▼▼▼
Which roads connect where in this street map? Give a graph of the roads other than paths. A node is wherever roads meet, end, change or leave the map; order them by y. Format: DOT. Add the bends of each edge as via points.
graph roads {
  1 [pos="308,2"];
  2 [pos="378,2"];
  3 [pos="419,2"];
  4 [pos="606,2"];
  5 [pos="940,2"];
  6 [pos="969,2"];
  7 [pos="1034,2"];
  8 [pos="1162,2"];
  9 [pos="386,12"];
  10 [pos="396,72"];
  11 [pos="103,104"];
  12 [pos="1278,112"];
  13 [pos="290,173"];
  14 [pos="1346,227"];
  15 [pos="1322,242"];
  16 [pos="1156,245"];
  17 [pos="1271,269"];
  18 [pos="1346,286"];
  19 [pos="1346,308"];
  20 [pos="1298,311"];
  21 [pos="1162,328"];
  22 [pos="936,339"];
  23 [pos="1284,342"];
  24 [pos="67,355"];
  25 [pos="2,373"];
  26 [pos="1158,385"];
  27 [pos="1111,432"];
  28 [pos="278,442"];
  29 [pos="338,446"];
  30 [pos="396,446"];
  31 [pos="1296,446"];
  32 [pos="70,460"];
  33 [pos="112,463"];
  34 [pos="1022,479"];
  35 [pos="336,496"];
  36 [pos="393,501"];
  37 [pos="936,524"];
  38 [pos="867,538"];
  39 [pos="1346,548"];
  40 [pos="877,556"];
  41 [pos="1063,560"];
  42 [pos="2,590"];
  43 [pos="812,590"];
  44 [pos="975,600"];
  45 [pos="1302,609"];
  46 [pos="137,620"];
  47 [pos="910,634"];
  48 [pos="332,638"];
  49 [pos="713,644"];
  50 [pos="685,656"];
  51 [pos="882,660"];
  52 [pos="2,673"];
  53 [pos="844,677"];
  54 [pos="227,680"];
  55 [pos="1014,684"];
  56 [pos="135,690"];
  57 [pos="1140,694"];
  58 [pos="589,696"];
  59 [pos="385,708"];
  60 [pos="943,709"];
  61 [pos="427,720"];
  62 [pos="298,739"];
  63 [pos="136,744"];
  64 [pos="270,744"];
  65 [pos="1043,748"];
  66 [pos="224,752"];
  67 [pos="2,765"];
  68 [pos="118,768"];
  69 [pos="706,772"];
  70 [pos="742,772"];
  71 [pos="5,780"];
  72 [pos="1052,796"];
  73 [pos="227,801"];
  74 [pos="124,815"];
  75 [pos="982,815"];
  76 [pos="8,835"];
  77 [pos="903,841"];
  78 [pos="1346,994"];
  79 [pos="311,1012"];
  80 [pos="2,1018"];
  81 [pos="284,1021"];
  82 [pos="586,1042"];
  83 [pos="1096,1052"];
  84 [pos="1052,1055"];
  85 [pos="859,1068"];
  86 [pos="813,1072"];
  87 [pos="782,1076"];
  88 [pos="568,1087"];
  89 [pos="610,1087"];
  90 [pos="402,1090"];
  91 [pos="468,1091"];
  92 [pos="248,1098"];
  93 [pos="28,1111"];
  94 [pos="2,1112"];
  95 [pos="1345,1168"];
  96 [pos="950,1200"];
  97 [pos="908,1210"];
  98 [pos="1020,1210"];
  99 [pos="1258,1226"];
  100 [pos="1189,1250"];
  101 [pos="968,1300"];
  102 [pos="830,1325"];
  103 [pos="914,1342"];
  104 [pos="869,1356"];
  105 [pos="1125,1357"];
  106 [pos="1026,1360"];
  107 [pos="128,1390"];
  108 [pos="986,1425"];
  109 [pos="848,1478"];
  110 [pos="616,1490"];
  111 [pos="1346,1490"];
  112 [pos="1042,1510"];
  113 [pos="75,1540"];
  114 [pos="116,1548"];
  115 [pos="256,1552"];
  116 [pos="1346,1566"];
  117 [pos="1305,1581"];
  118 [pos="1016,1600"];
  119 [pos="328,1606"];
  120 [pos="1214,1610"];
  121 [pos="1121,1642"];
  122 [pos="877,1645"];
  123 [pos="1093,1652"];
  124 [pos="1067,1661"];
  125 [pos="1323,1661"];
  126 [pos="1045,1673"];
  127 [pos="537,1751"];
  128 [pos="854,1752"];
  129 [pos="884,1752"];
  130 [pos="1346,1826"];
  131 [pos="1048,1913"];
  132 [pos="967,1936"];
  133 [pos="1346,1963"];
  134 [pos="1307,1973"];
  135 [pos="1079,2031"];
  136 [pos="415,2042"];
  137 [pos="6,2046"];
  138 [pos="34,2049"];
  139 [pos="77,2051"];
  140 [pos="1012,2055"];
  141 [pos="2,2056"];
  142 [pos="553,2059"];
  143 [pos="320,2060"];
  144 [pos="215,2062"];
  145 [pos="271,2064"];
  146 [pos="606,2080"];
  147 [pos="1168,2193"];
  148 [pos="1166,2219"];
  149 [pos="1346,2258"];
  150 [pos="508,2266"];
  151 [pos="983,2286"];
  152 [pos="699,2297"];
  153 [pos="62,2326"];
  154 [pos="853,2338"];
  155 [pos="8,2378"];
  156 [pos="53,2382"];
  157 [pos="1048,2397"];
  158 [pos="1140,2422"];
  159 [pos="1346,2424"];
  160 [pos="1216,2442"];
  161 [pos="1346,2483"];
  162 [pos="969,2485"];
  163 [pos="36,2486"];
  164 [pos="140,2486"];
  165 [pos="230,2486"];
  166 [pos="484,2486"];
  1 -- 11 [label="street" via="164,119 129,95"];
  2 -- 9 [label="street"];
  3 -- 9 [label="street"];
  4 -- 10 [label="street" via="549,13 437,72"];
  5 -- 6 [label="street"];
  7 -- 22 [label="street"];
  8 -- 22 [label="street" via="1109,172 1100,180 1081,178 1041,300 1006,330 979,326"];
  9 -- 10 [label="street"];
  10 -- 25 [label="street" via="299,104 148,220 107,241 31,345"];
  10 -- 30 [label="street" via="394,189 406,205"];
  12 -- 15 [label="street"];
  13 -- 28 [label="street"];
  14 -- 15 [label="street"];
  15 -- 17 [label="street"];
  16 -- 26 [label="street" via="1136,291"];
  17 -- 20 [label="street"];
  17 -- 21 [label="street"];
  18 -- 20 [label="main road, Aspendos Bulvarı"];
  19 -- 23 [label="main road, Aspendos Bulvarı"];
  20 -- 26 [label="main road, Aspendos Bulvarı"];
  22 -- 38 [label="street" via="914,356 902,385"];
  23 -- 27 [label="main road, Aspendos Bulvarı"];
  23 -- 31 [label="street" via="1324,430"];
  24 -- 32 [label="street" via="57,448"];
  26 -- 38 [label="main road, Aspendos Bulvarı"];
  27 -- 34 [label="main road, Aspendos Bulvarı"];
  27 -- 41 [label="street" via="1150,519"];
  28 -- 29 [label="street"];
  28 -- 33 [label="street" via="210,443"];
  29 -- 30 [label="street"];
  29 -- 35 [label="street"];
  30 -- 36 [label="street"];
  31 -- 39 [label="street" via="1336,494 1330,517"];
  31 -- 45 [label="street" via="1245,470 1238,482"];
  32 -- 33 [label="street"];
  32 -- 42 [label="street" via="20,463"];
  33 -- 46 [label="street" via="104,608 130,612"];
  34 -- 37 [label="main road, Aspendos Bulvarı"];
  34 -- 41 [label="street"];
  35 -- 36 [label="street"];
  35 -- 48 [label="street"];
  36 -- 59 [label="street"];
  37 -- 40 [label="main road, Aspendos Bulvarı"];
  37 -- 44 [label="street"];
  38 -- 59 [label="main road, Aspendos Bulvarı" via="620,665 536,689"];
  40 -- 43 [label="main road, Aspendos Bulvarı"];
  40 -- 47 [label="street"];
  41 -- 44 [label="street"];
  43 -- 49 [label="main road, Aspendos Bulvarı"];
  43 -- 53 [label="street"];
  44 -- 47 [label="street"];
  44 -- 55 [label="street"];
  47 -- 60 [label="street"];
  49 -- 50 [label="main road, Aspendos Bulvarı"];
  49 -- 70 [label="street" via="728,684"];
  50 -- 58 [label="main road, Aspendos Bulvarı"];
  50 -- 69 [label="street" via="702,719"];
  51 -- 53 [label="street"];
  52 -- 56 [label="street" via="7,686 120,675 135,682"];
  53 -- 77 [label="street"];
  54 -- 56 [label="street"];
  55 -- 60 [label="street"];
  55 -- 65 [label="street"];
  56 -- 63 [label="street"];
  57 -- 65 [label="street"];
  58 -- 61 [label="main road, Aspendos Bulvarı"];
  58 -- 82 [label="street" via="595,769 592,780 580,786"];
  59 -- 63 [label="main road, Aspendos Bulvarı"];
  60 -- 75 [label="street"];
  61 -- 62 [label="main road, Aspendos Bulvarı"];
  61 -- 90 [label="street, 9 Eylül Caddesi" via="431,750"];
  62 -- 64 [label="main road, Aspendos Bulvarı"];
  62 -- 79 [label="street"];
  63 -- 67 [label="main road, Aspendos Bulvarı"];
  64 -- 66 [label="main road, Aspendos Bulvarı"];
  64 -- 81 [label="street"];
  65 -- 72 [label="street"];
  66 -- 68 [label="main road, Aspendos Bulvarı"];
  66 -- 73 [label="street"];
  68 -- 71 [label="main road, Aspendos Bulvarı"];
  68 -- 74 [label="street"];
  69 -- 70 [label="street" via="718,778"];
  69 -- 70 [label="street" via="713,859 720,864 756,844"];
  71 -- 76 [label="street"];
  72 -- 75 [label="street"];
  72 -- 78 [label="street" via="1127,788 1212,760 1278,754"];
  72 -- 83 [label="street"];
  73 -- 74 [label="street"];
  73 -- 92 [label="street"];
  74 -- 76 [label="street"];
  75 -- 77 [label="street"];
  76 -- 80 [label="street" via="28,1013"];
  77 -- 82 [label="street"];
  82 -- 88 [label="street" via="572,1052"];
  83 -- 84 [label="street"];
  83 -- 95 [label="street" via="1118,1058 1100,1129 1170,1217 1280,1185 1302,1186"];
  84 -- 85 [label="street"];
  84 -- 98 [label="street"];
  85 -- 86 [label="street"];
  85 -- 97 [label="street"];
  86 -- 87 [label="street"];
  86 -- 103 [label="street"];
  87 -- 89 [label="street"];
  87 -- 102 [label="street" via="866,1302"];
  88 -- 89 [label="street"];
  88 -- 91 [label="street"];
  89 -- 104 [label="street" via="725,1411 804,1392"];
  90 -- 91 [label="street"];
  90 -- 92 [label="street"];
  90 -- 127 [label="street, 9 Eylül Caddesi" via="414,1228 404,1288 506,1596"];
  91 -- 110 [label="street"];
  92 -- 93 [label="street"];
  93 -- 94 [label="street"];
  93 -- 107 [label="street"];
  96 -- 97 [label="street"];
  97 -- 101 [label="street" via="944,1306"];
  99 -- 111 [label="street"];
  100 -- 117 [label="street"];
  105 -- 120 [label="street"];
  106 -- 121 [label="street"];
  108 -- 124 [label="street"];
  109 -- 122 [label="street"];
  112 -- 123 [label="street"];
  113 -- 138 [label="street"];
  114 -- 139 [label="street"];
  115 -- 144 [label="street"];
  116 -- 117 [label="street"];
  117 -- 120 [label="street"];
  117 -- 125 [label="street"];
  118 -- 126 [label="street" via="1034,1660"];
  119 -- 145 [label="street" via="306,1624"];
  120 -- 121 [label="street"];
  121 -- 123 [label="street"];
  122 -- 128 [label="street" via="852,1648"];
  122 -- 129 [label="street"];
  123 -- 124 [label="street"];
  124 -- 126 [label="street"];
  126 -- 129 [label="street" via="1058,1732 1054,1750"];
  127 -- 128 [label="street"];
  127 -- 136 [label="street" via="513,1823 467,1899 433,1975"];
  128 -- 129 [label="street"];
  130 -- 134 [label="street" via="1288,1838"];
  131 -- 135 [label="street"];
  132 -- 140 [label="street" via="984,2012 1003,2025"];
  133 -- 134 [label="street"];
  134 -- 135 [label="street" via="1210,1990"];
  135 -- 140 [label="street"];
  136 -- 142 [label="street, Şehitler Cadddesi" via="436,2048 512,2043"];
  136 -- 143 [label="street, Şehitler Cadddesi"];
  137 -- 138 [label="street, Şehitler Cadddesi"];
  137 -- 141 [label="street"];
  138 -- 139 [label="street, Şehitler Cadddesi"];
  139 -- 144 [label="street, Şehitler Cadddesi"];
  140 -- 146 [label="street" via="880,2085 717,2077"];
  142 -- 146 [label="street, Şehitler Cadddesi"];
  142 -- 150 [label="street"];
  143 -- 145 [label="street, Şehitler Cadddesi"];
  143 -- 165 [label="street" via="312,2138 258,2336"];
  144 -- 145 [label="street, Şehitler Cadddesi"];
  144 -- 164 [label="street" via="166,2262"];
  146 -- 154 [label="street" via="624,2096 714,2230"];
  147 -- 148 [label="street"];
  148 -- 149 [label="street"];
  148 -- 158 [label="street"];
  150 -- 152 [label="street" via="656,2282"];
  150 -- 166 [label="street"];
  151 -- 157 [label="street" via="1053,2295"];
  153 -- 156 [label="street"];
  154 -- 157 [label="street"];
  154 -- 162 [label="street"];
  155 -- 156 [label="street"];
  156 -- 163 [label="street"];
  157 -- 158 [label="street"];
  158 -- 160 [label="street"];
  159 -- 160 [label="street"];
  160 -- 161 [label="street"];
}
▲▲▲
Which lines of the data hold the string "Caddesi"? Return each of them.

_SOLUTION TO THE EXERCISE_
  61 -- 90 [label="street, 9 Eylül Caddesi" via="431,750"];
  90 -- 127 [label="street, 9 Eylül Caddesi" via="414,1228 404,1288 506,1596"];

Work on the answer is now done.